Perjuangan Panjang Ashanty, Sempat 3 Kali Ganti Judul Disertasi hingga Akhirnya Lulus S3 Unair
Kabar bahagia datang dari penyanyi sekaligus pebisnis Ashanty. Istri dari Anang Hermansyah itu resmi menyelesaikan program doktor (S3) di Universitas Airlangga setelah melalui proses panjang dan penuh tantangan.
Ashanty dinyatakan lulus setelah menjalani ujian tertutup disertasi. Pencapaian ini menjadi penutup perjalanan akademik selama kurang lebih 3,5 tahun, yang dijalaninya di tengah kesibukan sebagai artis, ibu, dan pelaku usaha.

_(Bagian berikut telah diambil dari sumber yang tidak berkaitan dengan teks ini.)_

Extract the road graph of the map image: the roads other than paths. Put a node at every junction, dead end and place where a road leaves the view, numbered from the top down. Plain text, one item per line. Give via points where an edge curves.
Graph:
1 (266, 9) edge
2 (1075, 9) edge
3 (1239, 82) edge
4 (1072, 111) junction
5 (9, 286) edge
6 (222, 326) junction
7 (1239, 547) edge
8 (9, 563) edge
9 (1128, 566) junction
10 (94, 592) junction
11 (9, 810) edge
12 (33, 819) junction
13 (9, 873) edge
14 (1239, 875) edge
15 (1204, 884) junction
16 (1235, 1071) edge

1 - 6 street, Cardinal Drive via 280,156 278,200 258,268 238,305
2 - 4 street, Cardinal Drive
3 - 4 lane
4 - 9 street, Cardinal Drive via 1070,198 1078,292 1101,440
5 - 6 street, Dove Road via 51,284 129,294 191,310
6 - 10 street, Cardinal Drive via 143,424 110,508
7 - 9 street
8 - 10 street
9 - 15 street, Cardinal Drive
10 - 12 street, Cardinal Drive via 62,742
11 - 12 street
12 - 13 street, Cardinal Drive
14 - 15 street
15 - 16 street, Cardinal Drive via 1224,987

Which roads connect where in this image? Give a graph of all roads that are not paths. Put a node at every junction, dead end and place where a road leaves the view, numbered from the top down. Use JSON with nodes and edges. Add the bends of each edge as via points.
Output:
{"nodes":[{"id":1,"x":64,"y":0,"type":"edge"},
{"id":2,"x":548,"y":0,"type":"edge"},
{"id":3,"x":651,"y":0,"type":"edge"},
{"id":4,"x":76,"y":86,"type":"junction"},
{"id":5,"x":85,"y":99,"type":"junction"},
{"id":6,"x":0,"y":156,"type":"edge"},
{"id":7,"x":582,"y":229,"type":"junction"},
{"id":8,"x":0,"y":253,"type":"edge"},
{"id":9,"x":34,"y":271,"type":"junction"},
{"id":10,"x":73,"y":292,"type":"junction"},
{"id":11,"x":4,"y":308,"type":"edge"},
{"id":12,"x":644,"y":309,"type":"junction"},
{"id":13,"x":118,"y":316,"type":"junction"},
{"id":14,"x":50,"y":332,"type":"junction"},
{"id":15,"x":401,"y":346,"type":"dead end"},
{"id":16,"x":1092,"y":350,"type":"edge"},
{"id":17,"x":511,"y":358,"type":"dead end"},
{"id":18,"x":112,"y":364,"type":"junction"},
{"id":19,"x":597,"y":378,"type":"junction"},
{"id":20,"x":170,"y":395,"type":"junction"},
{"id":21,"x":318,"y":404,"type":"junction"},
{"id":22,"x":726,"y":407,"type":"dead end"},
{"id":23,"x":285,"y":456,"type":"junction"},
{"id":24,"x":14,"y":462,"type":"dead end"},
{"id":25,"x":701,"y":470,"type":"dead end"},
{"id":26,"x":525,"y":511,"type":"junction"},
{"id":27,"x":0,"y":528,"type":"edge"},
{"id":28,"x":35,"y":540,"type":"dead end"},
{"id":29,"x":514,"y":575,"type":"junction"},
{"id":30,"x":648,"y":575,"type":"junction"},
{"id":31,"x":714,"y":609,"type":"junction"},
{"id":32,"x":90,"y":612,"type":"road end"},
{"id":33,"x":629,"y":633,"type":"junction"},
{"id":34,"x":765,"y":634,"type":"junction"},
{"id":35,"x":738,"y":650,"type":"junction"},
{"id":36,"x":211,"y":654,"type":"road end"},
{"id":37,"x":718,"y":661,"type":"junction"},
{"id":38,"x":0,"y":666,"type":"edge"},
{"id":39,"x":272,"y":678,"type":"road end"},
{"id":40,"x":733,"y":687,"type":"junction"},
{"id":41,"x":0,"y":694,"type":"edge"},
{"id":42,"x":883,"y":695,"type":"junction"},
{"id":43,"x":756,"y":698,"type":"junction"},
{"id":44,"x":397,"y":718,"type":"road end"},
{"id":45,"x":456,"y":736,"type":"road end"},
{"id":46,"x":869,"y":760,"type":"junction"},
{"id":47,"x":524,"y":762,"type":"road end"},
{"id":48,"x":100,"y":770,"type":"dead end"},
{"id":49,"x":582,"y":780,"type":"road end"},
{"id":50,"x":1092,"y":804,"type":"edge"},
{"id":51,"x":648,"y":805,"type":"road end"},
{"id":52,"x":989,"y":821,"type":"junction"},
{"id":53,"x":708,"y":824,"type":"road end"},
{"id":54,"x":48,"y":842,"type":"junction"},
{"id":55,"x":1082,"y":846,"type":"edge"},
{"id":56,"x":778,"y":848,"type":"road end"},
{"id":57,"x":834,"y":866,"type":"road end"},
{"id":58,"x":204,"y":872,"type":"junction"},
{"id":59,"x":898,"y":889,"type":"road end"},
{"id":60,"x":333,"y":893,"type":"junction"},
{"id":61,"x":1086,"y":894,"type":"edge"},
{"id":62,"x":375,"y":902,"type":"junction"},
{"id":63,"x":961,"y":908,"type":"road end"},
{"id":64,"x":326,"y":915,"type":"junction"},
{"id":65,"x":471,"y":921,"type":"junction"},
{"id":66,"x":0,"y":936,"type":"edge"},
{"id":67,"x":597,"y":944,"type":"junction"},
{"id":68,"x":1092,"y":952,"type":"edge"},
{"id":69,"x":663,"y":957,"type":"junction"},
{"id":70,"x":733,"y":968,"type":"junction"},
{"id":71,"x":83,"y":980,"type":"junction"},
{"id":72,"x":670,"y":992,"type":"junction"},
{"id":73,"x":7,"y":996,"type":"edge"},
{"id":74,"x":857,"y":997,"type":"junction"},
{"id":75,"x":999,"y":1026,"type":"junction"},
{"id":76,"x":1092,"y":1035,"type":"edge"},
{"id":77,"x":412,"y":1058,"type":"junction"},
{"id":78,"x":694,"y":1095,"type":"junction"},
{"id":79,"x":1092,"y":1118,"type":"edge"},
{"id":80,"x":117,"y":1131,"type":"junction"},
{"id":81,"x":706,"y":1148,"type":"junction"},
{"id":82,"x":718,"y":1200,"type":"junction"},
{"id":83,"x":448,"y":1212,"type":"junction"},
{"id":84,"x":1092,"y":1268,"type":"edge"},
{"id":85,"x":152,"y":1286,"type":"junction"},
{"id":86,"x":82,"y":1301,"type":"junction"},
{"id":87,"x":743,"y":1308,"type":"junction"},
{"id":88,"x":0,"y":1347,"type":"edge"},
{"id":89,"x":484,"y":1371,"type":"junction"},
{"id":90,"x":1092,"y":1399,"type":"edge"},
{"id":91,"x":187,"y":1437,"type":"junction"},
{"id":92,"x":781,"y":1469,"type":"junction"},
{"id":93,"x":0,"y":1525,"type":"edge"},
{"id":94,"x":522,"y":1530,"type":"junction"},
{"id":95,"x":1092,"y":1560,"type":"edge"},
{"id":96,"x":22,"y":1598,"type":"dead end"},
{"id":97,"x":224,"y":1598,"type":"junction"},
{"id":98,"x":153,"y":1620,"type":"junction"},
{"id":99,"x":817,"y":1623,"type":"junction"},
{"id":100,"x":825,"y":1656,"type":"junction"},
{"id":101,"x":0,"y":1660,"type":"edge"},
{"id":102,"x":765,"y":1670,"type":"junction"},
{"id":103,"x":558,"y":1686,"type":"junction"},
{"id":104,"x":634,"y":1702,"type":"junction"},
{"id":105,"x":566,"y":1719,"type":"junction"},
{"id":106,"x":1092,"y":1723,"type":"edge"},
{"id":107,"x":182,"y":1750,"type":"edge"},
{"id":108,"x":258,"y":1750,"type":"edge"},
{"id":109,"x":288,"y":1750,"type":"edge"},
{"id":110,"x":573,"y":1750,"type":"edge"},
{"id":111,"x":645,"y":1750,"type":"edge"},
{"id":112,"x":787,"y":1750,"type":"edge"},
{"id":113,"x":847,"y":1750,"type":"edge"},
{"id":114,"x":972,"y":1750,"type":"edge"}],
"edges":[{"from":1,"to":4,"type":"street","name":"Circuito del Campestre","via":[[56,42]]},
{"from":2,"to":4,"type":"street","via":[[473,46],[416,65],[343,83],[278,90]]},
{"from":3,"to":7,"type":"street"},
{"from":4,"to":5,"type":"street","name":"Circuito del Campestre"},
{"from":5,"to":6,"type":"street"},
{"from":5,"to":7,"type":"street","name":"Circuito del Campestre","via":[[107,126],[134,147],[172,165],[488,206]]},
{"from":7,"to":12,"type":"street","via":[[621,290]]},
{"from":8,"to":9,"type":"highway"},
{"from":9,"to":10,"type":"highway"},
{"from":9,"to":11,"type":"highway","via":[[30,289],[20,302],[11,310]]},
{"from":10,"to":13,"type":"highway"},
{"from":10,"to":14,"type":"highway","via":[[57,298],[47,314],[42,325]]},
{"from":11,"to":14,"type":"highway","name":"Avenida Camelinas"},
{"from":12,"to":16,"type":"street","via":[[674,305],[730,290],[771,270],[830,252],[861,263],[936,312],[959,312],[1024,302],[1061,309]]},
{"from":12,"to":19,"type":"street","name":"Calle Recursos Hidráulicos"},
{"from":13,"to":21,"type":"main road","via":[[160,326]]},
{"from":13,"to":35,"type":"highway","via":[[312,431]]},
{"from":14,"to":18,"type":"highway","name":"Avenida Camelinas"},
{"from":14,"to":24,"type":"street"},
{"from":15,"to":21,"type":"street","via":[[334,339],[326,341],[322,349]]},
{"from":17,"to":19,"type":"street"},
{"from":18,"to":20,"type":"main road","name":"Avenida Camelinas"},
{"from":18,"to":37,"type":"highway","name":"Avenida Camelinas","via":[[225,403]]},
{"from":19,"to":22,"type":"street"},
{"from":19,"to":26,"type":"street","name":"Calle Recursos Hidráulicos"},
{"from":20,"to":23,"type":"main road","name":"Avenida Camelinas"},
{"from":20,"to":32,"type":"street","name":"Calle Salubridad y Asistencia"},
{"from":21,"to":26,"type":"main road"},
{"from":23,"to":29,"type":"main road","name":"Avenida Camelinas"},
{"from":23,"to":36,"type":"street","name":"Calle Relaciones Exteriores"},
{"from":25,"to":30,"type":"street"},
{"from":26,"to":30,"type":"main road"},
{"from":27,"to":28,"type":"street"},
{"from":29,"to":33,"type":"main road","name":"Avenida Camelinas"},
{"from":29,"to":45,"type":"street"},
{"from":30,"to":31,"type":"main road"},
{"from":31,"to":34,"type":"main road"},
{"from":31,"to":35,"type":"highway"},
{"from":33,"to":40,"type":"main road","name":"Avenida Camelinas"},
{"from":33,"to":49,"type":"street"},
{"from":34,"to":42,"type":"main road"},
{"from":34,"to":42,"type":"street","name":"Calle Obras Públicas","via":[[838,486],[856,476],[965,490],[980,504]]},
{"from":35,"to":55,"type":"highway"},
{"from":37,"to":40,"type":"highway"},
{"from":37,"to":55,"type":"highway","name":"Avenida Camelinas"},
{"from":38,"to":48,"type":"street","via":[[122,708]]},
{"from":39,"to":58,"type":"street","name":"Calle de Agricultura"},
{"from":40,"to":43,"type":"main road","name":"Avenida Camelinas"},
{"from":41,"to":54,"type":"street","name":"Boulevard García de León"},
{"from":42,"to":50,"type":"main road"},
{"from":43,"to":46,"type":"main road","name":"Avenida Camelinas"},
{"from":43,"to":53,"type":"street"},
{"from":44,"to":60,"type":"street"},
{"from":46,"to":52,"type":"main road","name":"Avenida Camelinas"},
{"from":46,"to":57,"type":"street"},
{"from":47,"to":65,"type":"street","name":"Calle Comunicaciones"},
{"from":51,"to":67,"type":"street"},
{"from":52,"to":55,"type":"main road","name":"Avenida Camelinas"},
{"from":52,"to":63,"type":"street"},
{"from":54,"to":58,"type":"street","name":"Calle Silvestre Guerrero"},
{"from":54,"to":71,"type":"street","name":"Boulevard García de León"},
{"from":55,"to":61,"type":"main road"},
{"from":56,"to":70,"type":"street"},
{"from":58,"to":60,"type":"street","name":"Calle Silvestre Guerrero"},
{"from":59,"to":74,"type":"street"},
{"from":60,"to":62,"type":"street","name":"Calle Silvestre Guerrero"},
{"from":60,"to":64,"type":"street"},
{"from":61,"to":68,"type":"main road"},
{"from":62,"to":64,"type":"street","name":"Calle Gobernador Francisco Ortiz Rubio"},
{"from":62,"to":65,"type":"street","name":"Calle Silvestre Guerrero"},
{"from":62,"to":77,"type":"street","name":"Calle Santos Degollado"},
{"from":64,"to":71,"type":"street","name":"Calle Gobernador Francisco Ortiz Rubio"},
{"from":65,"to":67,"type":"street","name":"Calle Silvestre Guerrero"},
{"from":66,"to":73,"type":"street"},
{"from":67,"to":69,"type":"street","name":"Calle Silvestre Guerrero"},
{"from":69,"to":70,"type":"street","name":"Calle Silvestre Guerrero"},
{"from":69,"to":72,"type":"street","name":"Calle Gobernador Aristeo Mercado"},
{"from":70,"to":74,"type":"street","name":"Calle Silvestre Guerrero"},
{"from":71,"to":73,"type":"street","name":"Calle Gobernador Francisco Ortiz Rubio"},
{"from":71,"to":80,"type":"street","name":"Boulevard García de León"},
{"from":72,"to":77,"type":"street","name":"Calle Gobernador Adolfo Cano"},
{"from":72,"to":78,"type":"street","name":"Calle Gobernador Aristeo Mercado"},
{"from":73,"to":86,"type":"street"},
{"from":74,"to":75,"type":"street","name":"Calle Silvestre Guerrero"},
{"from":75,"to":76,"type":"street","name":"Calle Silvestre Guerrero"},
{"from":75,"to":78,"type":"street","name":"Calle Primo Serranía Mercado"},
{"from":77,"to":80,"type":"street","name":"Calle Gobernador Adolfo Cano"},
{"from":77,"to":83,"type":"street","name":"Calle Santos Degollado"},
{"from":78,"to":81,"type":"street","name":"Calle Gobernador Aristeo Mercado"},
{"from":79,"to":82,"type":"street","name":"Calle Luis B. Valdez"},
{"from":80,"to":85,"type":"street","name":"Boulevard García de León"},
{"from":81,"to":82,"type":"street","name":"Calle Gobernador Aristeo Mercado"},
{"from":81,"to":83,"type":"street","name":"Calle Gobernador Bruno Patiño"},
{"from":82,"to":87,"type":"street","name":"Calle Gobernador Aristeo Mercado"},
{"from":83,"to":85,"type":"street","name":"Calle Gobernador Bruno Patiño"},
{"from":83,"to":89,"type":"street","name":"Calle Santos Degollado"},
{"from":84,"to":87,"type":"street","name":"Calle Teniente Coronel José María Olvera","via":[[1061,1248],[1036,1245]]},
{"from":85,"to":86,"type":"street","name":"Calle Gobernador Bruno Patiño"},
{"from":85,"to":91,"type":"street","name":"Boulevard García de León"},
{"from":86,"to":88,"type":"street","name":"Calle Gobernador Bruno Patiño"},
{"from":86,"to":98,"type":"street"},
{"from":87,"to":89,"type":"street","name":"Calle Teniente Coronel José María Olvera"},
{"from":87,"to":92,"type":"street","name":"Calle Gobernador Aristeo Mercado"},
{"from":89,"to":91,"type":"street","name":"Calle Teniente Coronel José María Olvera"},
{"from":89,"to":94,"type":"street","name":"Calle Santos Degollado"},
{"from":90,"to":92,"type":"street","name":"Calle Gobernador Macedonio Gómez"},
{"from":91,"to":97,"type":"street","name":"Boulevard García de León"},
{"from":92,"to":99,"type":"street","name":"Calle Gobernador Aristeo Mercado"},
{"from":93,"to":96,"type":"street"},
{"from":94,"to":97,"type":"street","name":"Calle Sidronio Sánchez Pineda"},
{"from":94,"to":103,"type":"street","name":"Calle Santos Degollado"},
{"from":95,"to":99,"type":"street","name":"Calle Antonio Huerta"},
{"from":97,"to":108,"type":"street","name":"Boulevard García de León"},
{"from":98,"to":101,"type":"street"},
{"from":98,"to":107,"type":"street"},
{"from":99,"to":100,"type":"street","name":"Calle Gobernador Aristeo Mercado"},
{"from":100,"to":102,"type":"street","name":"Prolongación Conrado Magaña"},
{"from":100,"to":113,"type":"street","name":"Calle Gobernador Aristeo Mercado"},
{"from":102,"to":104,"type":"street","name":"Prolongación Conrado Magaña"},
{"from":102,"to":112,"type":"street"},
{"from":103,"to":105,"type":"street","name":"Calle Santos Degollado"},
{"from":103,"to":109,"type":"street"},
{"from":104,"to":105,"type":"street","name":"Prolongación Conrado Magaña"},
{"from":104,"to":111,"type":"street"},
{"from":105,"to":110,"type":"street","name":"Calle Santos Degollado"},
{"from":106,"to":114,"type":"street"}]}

Dalam perjalanannya, Ashanty mengakui proses menempuh pendidikan doktoral tidaklah mudah. Ia harus membagi waktu antara pekerjaan dan kewajiban akademik yang menuntut konsistensi tinggi.
“Sempat ingin berhenti karena ternyata tidak semudah itu. Sempat drop beberapa kali sampai sulit tidur,” ungkap Ashanty.
Salah satu tantangan terbesar yang dihadapi adalah perubahan judul disertasi. Ia mengungkapkan harus mengganti judul hingga tiga kali sebelum akhirnya menemukan formulasi yang tepat. Selain itu, ia juga harus bolak-balik Jakarta–Surabaya untuk mengikuti berbagai tahapan akademik.
Meski berstatus sebagai figur publik, Ashanty menegaskan tidak ada perlakuan khusus yang ia terima selama menjalani studi.
“Aku kuliah di kampus negeri, dengan standar dan tanggung jawab yang sama seperti mahasiswa lainnya tanpa jalan pintas,” tegasnya.
Dalam disertasinya, Ashanty mengangkat topik terkait adaptasi penyanyi generasi baby boomers dan generasi X terhadap transformasi digital di industri musik. Penelitian ini dinilai relevan di tengah perubahan besar industri hiburan akibat perkembangan teknologi digital.
Sebelum mencapai tahap akhir, Ashanty juga diketahui telah lolos ujian proposal disertasi dengan nilai 88 pada 2025, sebagai bagian dari proses akademik menuju gelar doktor.
Keberhasilan ini tak lepas dari dukungan keluarga, terutama sang suami dan anak-anaknya. Momen kelulusan pun disambut haru dan bahagia oleh orang-orang terdekat.
“And now i’ve finally made it. Lulus ujian tertutup,” tulisnya.
Bertepatan dengan peringatan Hari Kartini, Ashanty juga mengajak perempuan Indonesia untuk terus berjuang meraih mimpi meski dihadapkan pada berbagai keterbatasan. Kisahnya menjadi bukti bahwa semangat belajar dan ketekunan mampu mengantarkan siapa pun mencapai puncak pendidikan.